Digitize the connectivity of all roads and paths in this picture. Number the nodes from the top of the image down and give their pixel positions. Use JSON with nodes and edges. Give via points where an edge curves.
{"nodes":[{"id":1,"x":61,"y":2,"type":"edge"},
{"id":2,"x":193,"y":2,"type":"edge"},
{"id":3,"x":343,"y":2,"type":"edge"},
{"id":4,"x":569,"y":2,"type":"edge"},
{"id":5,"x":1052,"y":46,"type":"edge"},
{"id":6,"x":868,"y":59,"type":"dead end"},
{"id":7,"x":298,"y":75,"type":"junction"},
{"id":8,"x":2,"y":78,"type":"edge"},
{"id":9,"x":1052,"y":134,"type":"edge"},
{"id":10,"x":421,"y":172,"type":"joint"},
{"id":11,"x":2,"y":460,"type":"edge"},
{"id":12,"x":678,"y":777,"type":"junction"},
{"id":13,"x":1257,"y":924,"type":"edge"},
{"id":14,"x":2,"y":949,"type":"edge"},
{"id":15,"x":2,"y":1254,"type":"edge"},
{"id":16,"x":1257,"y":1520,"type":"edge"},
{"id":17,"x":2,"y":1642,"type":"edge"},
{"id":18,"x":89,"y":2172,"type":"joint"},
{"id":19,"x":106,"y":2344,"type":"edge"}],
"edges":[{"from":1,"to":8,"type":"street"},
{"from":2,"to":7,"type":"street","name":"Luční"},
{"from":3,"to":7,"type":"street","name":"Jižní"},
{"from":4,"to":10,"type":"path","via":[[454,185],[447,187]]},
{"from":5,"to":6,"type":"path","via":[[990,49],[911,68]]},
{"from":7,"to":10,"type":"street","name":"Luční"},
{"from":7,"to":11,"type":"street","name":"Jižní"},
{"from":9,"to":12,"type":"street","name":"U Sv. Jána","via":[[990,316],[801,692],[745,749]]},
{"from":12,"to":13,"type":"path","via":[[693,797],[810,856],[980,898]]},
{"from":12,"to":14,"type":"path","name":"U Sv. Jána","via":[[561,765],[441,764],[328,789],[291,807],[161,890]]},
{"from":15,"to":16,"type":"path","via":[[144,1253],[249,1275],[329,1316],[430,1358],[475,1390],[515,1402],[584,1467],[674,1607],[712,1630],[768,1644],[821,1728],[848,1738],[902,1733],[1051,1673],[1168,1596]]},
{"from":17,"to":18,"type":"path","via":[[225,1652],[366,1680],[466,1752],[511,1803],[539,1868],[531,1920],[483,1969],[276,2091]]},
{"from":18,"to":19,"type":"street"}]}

================================

◆ Exercise goal: In the material above, find each line that has the string "Jižní" and return it.

◆ Result below:
{"from":3,"to":7,"type":"street","name":"Jižní"},
{"from":7,"to":11,"type":"street","name":"Jižní"},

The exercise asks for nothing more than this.